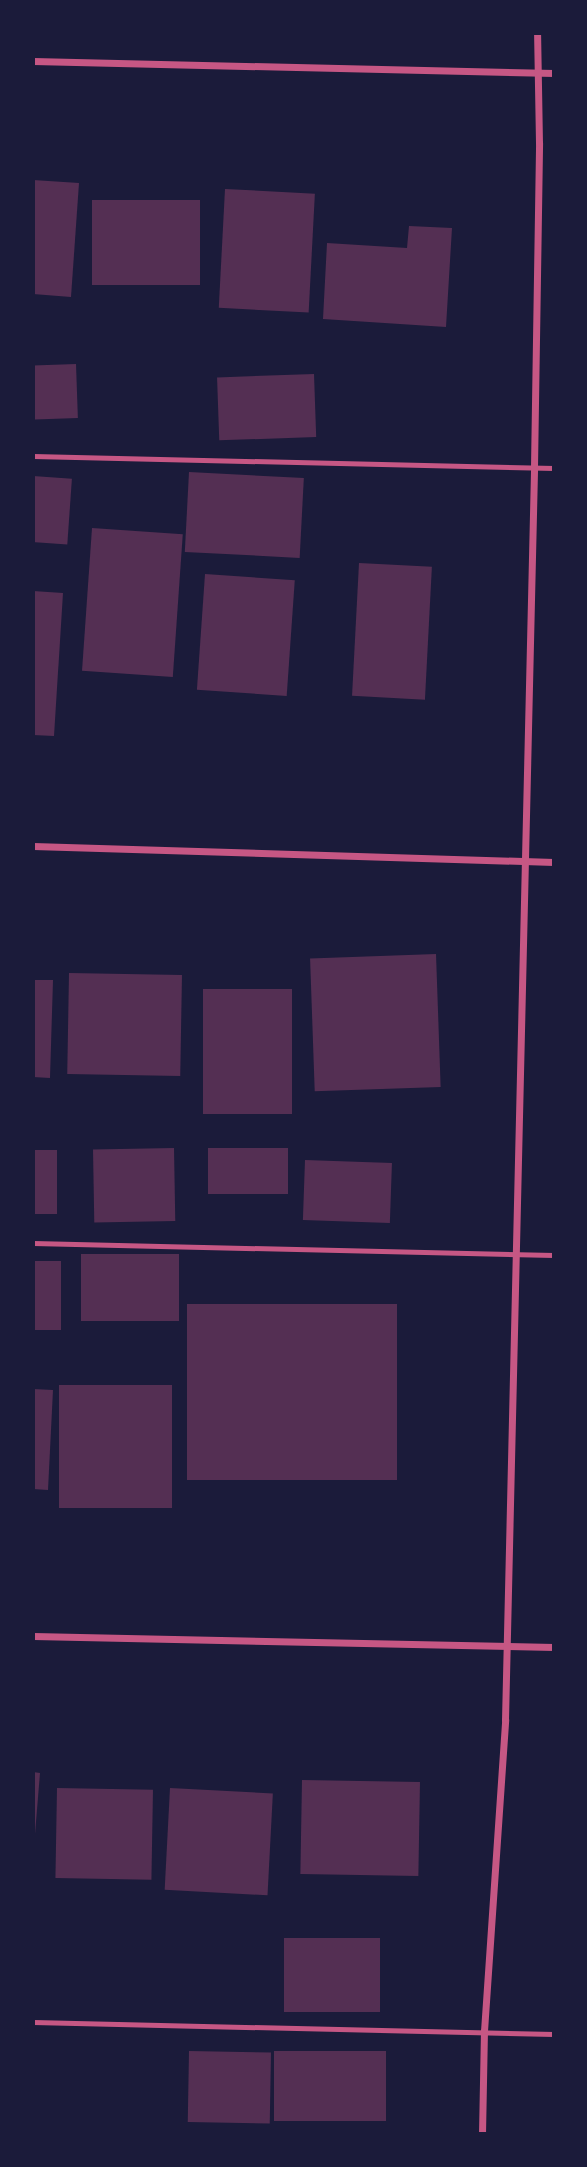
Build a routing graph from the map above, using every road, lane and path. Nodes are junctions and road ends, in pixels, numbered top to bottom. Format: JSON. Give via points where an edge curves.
{"nodes":[{"id":1,"x":537,"y":33,"type":"edge"},
{"id":2,"x":33,"y":61,"type":"edge"},
{"id":3,"x":538,"y":73,"type":"junction"},
{"id":4,"x":554,"y":73,"type":"edge"},
{"id":5,"x":33,"y":456,"type":"edge"},
{"id":6,"x":534,"y":467,"type":"junction"},
{"id":7,"x":554,"y":468,"type":"edge"},
{"id":8,"x":33,"y":846,"type":"edge"},
{"id":9,"x":523,"y":861,"type":"junction"},
{"id":10,"x":554,"y":862,"type":"edge"},
{"id":11,"x":33,"y":1243,"type":"edge"},
{"id":12,"x":516,"y":1254,"type":"junction"},
{"id":13,"x":554,"y":1255,"type":"edge"},
{"id":14,"x":33,"y":1636,"type":"edge"},
{"id":15,"x":506,"y":1646,"type":"junction"},
{"id":16,"x":554,"y":1647,"type":"edge"},
{"id":17,"x":33,"y":2022,"type":"edge"},
{"id":18,"x":484,"y":2031,"type":"junction"},
{"id":19,"x":554,"y":2034,"type":"edge"},
{"id":20,"x":482,"y":2134,"type":"edge"}],
"edges":[{"from":1,"to":3,"type":"street"},
{"from":2,"to":3,"type":"street"},
{"from":3,"to":4,"type":"street"},
{"from":3,"to":6,"type":"street"},
{"from":5,"to":6,"type":"lane"},
{"from":6,"to":7,"type":"lane"},
{"from":6,"to":9,"type":"street"},
{"from":8,"to":9,"type":"street"},
{"from":9,"to":10,"type":"street"},
{"from":9,"to":12,"type":"street"},
{"from":11,"to":12,"type":"lane"},
{"from":12,"to":13,"type":"lane"},
{"from":12,"to":15,"type":"street"},
{"from":14,"to":15,"type":"street"},
{"from":15,"to":16,"type":"street"},
{"from":15,"to":18,"type":"street"},
{"from":17,"to":18,"type":"lane"},
{"from":18,"to":19,"type":"lane"},
{"from":18,"to":20,"type":"street"}]}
■ ■ ■ ■ ■
• _EXERCISE BRIEF_
The records above must be copied exactly, with no pictures carried over.

• _RESULT_
Build a routing graph from the map above, using every road, lane and path. Nodes are junctions and road ends, in pixels, numbered top to bottom. Format: JSON. Give via points where an edge curves.
{"nodes":[{"id":1,"x":537,"y":33,"type":"edge"},
{"id":2,"x":33,"y":61,"type":"edge"},
{"id":3,"x":538,"y":73,"type":"junction"},
{"id":4,"x":554,"y":73,"type":"edge"},
{"id":5,"x":33,"y":456,"type":"edge"},
{"id":6,"x":534,"y":467,"type":"junction"},
{"id":7,"x":554,"y":468,"type":"edge"},
{"id":8,"x":33,"y":846,"type":"edge"},
{"id":9,"x":523,"y":861,"type":"junction"},
{"id":10,"x":554,"y":862,"type":"edge"},
{"id":11,"x":33,"y":1243,"type":"edge"},
{"id":12,"x":516,"y":1254,"type":"junction"},
{"id":13,"x":554,"y":1255,"type":"edge"},
{"id":14,"x":33,"y":1636,"type":"edge"},
{"id":15,"x":506,"y":1646,"type":"junction"},
{"id":16,"x":554,"y":1647,"type":"edge"},
{"id":17,"x":33,"y":2022,"type":"edge"},
{"id":18,"x":484,"y":2031,"type":"junction"},
{"id":19,"x":554,"y":2034,"type":"edge"},
{"id":20,"x":482,"y":2134,"type":"edge"}],
"edges":[{"from":1,"to":3,"type":"street"},
{"from":2,"to":3,"type":"street"},
{"from":3,"to":4,"type":"street"},
{"from":3,"to":6,"type":"street"},
{"from":5,"to":6,"type":"lane"},
{"from":6,"to":7,"type":"lane"},
{"from":6,"to":9,"type":"street"},
{"from":8,"to":9,"type":"street"},
{"from":9,"to":10,"type":"street"},
{"from":9,"to":12,"type":"street"},
{"from":11,"to":12,"type":"lane"},
{"from":12,"to":13,"type":"lane"},
{"from":12,"to":15,"type":"street"},
{"from":14,"to":15,"type":"street"},
{"from":15,"to":16,"type":"street"},
{"from":15,"to":18,"type":"street"},
{"from":17,"to":18,"type":"lane"},
{"from":18,"to":19,"type":"lane"},
{"from":18,"to":20,"type":"street"}]}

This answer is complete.